Wine 1: Trimbach Reserve Muscat 2014 (Wine Society £12.50) A wine that shows more its subtleties rather than the more contemporary styles of wines these days (big, brash and heady etc.). A wine that, we felt, was a more toned down style of Muscat. Subtle hints of elderflower, honeysuckles, but with a beautiful vibrancy.
Wine 2: Leon Beyer Gewurztraminer 2014 (Wine Society £13.50) Following a similar theme to wine number one. The 2014 Gewurz focused more on the elegant side of the variety. A much more restrained style, still showcasing the typical flavours of lychee, tropical fruits and spicy aromatics. A good backbone of acidity was present, lifting the wine, giving a mouth- watering finish. A welcomed change personally, after having experienced some rather forward, new world styled of Gewurztraminer.
Wine 3: Spy Valley Sauvignon Blanc 2016 (Wine Society £9.95) This wine was textbook Kiwi Sauvignon. Unashamedly bold and heady in style, smacking your senses with the classic crab apple, gooseberry, citrus and nettles that so many people have come to love (or hate) about Kiwi Sauvignon.

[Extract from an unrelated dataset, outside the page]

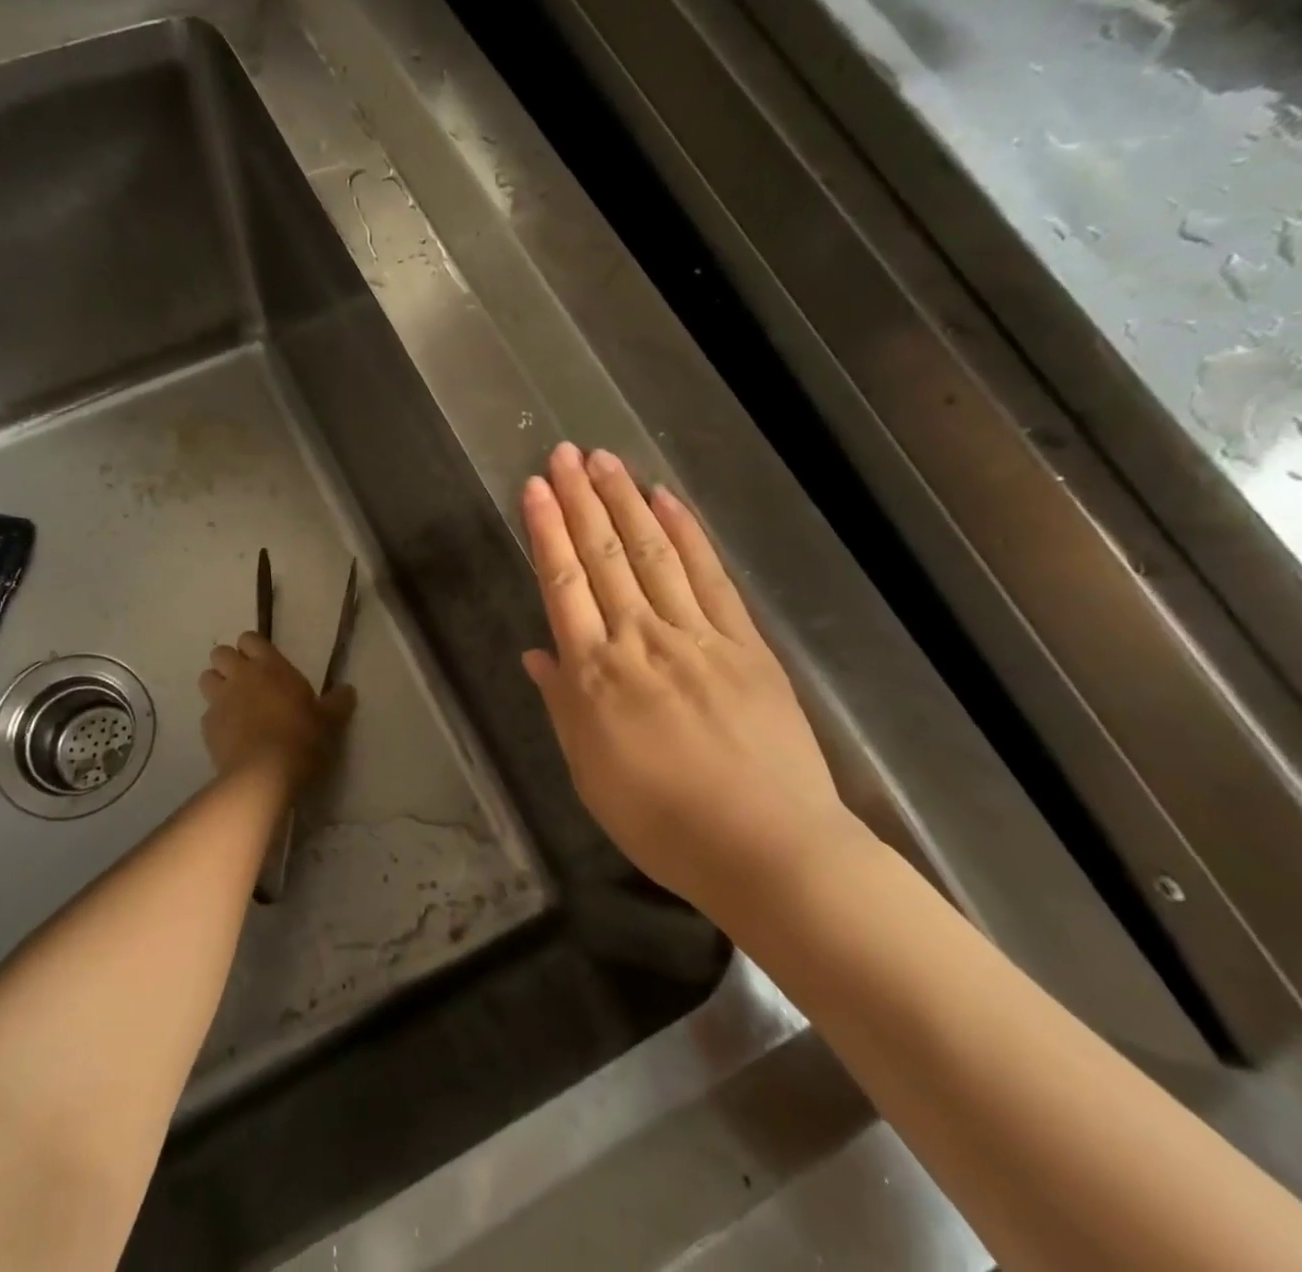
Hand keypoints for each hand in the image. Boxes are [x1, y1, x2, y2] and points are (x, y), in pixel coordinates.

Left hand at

Well balanced on the palate, striking a fine line between acidity and fruit, with a good long finish.
Wine 4: Peter Lehmann Masters Wigan Riesling 2010 (Noel Young Wines £14.99) A personal favourite of mine out of the whites on the night. A Riesling that really showcases just how beautifully lean, slatey and mineral-like Riesling can be from some of the New World regions.To me, it’s like licking a piece of clean slate that’s been sprinkled with salt and lime, with a residual sweetness thrown in too. (JH adds -for the group, mixed feelings on the night, the characteristic slight petrol tang on the nose is not to everyone’s liking, but it does demarcate a Riesling)
Wine 5: Martinborough Te Tera Pinot Noir 2013 (Wine Society £13.50) One of the most discussed wines of the night, alongside the Merlot that followed it. Traditional aromas of Morello Cherry with layers of dark forest fruit, with a vibrancy and elegance that Pinotphiles search for so eagerly. The palate had great body, texture and a warmth that threw some of us off the idea that this was a Pinot, and leaned more towards a Merlot. (PERSONAL NOTE: Good pinot, if a tad on the expensive side, at least at Majestic ( £14.99-£16.99). There are some good solid expressions of Pinot from Hawke’s Bay that are in the £10-£12 bracket).

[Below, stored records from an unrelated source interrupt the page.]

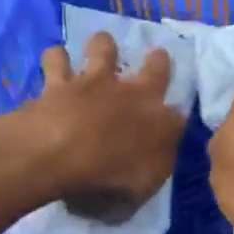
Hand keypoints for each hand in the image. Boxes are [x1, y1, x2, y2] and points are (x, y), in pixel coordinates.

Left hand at [6, 32, 185, 221]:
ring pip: (105, 48)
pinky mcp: (60, 80)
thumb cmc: (106, 178)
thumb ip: (150, 170)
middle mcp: (134, 94)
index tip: (174, 122)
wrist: (60, 151)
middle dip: (158, 61)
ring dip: (104, 44)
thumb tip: (153, 161)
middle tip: (157, 54)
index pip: (179, 117)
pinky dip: (56, 58)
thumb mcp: (139, 190)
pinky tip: (54, 57)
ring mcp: (96, 81)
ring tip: (101, 43)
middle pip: (156, 67)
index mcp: (160, 123)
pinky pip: (57, 59)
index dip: (176, 119)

Wine 6: Peltier Ranch Lodi Merlot 2014 (Wine Society £6.50) Interesting wine. Confused initially as a Pinot, due to a distinct lack of warmth, body and smoothness that you typically find in Merlot. Subjective as this all may be, the Merlot was a slight disappointment, even if the £6.50 price is reasonable. Clean, light and straightforward. (JH adds – personally not a Merlot fan, but this one did not have the plummy-ness that I dislike – very inexpenxive for a Californian Merlot)
Wine 7: L’Olibet ‘Saint Martin’ Cabernet Sauvignon, Pays d’Oc (Noel Young Wines £7.99) The Grenache from these guys is one of my all-time favourite ‘every day’ reds. The Cabernet was a good, modern style of the Variety. Typically in the past, Cabernets have been seen to be stringent, grippy, with dark savoury fruit, and this is a variety that needs plenty of time to open up. However this was catering more to the modern palate, juicy, warming dark fruit. Still with its dark plummy fruit, savouriness and a subtle hint of star anise. Also if you looked close enough, after getting some air through the juice, there was a sinuous backbone of grip there. I wouldn’t say this wine was particularly representative of Cabernet, but I’d say this a good introduction for people who previously never got on well with Cabernet (like myself). (JH adds – I found this disappointing – it lacked the blackcurrant tang and touch of austerity I was expecting – young vines almost certainly – maybe to be expected at this price point)
Wine 8: Magpie Estate ‘The Black Craft’ Shiraz, Barossa Valley, Australia (Noel Young Wines £11.49) The star of the reds and the star overall of the night. Barossa is home to some of the best Shiraz in the world. Magpie Estate is brilliant at sourcing wines from Australia’s most famous regions, whilst offering them at a price point that you haven’t seen for many years. The Shiraz was unashamedly Aussy in style. Big, bold, ripe fruit with cherries, plums with red and black berry fruits. But the true sign of a good wine, is how it feels and finishes. Some reds can feel jammy and chewy… stewed almost, and finish rather harshly due to high extraction and alcohol. This is a beautifully crafted wine that keeps on giving without weighing you down.
Many thanks to Max Jewell for these notes!